YOUR GOAL:
In the records below, work out how many lines hold the word "meet". Report the number alone.

INPUT FOR THIS TASK:
· · · · ·
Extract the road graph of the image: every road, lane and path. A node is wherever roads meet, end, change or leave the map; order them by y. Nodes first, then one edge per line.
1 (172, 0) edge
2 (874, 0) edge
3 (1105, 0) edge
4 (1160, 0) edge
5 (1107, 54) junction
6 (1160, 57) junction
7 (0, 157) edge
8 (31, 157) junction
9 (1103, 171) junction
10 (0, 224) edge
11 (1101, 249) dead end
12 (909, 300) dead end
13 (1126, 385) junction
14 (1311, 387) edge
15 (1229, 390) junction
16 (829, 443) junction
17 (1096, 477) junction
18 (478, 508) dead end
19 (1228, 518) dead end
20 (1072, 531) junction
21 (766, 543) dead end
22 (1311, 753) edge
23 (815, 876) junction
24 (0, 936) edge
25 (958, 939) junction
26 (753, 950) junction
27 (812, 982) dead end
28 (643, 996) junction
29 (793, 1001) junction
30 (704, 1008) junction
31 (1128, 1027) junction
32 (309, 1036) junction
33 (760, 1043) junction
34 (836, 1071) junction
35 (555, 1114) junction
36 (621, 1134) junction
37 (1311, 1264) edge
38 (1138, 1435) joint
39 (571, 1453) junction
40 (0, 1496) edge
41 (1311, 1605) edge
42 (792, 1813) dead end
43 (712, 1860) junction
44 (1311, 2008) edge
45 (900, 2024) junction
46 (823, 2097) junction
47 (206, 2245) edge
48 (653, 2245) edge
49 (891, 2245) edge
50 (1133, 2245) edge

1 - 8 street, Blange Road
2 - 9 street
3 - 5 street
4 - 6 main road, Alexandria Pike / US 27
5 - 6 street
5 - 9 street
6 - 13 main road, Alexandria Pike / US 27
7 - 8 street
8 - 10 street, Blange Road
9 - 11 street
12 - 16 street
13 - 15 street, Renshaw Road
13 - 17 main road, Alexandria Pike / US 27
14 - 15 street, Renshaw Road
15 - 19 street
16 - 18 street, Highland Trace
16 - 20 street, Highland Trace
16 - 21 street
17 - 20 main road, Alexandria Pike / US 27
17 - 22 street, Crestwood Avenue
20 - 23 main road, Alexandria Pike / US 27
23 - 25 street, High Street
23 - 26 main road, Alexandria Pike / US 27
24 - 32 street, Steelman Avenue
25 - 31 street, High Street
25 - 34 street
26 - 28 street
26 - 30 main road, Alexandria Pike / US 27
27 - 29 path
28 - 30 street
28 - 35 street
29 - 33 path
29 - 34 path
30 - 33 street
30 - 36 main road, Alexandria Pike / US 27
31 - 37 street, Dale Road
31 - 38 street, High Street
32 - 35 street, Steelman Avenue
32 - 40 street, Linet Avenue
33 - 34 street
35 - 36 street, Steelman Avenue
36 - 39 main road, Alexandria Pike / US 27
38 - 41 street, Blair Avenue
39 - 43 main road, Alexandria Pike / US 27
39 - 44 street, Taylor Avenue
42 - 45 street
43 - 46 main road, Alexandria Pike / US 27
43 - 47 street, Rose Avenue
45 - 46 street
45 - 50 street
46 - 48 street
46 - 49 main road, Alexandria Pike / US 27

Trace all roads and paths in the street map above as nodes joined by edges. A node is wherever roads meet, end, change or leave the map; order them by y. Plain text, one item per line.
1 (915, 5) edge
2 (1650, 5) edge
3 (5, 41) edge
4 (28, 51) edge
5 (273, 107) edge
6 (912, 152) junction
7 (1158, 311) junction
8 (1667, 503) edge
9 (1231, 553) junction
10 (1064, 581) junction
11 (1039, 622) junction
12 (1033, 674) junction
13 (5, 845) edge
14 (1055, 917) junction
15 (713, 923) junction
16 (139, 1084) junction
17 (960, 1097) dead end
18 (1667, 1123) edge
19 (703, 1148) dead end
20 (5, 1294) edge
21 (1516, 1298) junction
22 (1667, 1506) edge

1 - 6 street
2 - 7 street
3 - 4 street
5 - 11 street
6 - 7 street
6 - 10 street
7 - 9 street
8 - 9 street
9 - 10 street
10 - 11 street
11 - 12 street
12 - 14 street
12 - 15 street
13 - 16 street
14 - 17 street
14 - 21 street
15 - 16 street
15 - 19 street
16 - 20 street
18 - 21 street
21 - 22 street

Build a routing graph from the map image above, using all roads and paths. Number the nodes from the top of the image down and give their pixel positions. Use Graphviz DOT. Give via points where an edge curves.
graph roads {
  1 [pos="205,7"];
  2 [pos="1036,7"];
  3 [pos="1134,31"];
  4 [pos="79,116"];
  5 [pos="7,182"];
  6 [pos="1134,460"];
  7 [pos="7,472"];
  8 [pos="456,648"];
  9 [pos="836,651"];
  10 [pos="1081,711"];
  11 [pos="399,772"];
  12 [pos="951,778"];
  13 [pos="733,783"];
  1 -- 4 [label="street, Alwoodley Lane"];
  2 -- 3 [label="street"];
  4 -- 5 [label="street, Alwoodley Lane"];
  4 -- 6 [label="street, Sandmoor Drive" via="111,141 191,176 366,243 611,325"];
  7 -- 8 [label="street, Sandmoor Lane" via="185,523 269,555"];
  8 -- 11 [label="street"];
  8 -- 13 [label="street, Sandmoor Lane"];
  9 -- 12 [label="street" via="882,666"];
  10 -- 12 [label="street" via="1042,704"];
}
· · · · ·
EXERCISE ANSWER:
2